Try it =
The answer must be every line below that contains the string "Espigüete".
┌─ Data excerpts
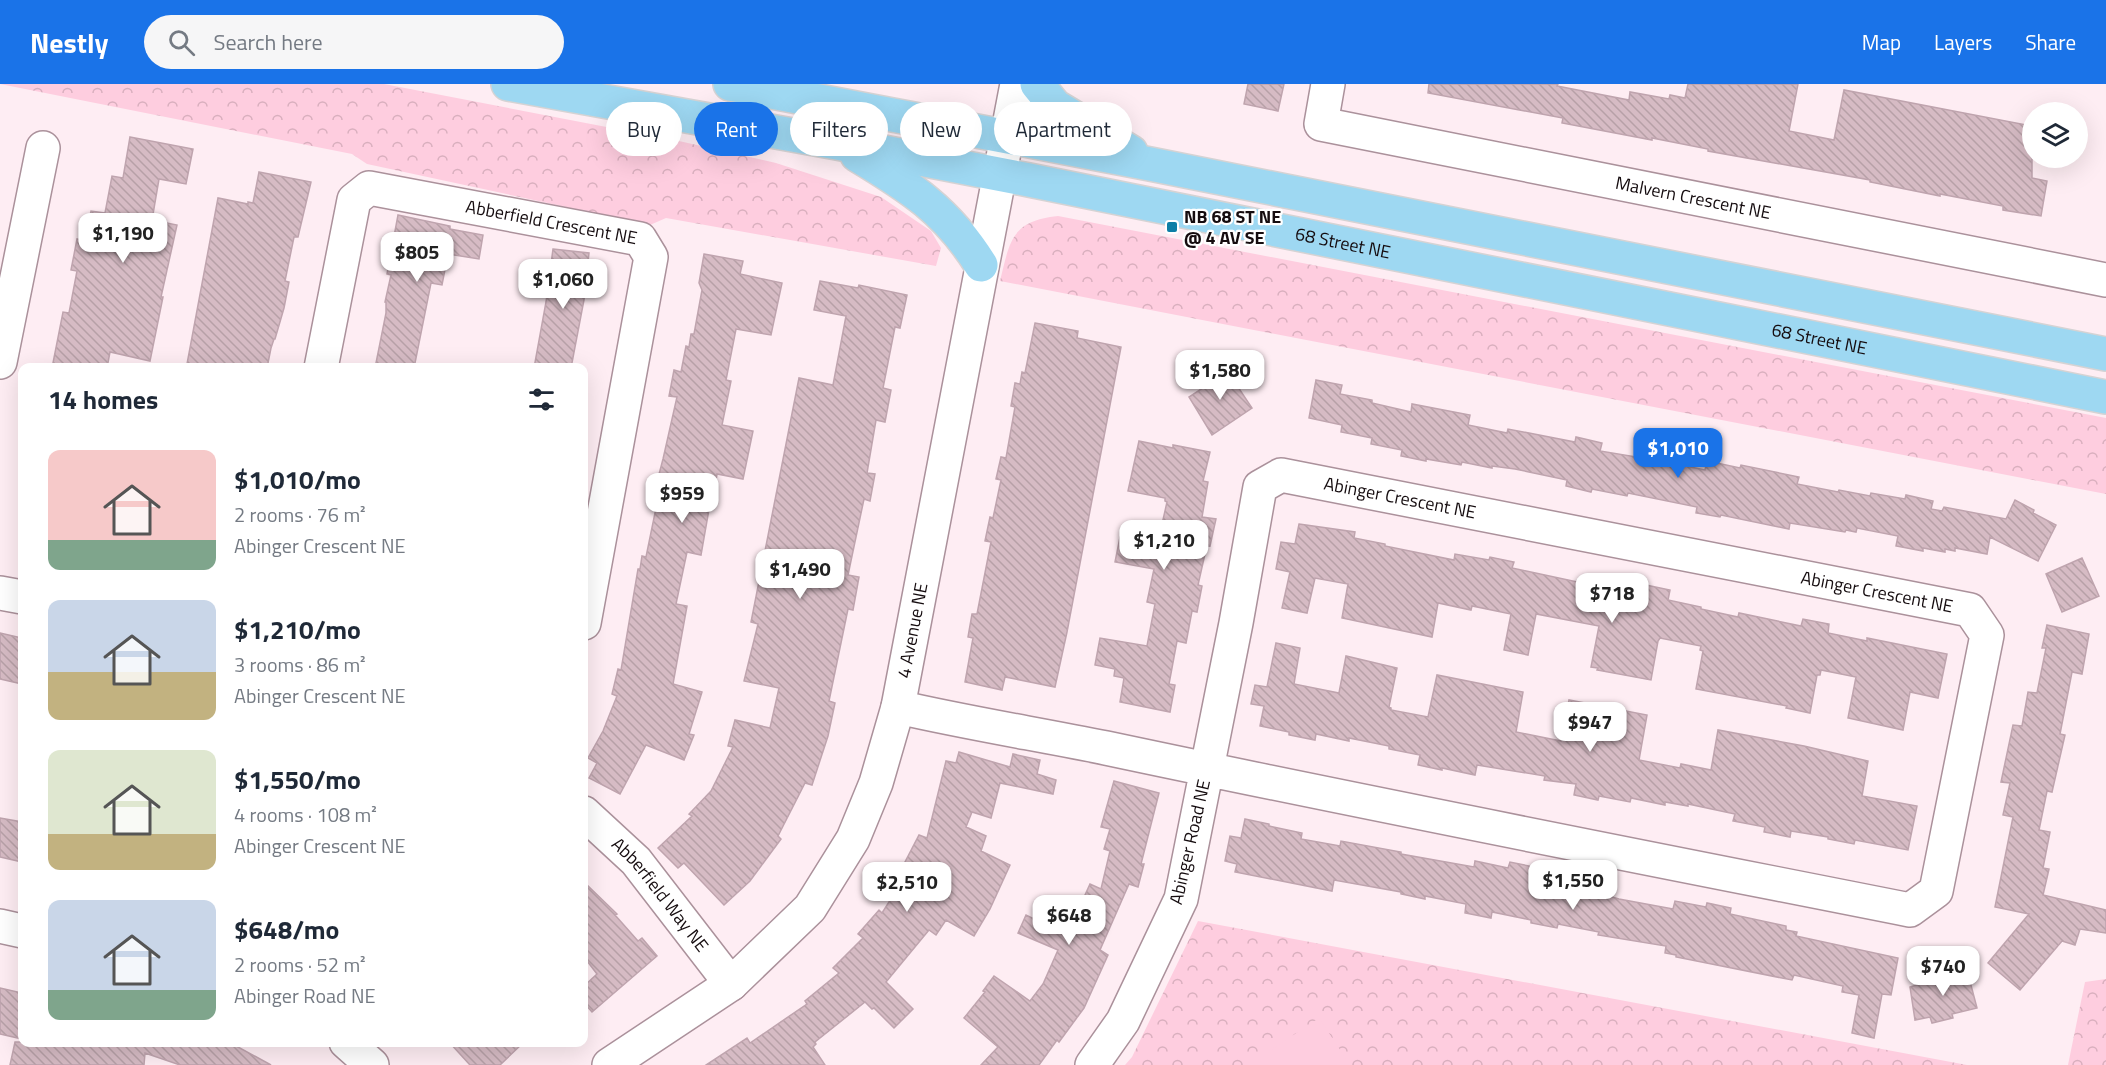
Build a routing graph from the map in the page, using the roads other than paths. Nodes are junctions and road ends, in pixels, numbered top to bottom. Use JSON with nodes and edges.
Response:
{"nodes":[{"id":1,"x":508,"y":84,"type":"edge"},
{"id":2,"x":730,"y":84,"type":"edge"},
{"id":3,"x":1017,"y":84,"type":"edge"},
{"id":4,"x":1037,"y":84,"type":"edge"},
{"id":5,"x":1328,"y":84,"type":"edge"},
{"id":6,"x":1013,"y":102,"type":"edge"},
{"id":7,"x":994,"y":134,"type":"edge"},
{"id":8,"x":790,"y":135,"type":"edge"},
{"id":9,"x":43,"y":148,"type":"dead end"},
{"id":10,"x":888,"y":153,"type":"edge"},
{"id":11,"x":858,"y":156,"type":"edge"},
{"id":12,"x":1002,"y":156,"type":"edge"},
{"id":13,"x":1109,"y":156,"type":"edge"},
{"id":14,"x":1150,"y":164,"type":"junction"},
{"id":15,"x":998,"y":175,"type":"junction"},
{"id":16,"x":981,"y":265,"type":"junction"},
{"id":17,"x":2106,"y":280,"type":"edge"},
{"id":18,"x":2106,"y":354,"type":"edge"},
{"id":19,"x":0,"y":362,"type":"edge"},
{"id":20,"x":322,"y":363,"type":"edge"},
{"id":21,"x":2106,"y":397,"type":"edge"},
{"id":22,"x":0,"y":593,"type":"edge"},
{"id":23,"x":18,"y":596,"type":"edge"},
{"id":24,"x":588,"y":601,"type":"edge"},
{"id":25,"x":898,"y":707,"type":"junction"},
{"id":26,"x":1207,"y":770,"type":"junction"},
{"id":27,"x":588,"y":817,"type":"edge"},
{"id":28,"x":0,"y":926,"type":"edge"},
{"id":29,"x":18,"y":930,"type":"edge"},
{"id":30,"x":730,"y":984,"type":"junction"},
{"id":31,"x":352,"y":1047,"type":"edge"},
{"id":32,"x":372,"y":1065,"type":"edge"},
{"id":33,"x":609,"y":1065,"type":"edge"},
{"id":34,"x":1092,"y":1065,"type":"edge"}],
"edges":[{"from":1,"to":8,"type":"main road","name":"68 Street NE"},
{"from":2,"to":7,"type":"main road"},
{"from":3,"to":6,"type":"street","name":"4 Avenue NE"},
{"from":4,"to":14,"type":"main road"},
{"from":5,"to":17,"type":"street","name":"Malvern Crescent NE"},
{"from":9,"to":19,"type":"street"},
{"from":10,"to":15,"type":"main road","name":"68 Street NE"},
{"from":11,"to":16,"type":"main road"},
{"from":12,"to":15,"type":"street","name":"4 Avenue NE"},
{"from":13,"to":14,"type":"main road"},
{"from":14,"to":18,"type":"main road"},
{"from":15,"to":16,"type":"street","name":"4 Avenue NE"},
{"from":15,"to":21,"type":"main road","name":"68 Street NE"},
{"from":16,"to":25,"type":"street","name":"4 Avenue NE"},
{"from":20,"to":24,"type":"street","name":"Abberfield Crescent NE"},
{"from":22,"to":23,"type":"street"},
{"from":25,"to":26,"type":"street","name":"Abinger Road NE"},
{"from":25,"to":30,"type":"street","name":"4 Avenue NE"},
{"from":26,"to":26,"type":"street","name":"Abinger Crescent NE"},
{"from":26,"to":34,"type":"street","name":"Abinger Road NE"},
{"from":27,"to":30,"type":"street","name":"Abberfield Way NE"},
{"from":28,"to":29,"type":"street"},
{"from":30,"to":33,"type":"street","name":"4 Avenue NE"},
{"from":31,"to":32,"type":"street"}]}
└─
┌─ Data excerpts
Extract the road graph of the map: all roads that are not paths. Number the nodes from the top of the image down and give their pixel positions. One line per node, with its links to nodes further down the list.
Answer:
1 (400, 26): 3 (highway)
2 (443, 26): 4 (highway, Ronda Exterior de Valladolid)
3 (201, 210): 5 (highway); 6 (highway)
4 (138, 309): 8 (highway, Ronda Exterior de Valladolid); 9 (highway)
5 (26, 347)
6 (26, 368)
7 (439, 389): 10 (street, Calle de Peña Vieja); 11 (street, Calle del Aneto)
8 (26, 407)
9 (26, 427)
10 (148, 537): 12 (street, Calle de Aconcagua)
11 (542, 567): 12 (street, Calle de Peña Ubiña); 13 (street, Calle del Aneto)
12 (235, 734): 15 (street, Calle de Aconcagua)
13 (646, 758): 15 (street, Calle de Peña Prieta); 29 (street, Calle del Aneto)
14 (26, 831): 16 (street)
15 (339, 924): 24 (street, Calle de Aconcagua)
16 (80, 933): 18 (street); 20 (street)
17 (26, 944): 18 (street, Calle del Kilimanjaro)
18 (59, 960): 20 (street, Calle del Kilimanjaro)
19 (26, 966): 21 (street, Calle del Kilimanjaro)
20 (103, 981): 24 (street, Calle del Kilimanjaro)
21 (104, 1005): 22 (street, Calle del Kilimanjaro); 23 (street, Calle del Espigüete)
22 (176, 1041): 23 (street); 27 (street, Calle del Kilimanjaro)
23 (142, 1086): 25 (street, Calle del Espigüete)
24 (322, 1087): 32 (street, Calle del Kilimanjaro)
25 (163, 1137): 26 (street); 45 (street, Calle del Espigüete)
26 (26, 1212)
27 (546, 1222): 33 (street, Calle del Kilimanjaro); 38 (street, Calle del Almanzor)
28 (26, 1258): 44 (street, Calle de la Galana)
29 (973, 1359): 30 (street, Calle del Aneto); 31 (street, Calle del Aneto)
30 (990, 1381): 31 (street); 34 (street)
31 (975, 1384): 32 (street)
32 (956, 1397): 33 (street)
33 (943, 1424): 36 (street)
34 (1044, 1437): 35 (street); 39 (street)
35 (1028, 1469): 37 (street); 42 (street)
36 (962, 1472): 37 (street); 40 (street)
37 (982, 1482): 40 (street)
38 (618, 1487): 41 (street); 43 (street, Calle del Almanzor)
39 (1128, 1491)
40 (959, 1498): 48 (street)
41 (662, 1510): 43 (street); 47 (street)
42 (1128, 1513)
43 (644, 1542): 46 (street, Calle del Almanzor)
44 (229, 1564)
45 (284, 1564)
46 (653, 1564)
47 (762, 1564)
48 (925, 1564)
└─
Solution for this problem =
21 (104, 1005): 22 (street, Calle del Kilimanjaro); 23 (street, Calle del Espigüete)
23 (142, 1086): 25 (street, Calle del Espigüete)
25 (163, 1137): 26 (street); 45 (street, Calle del Espigüete)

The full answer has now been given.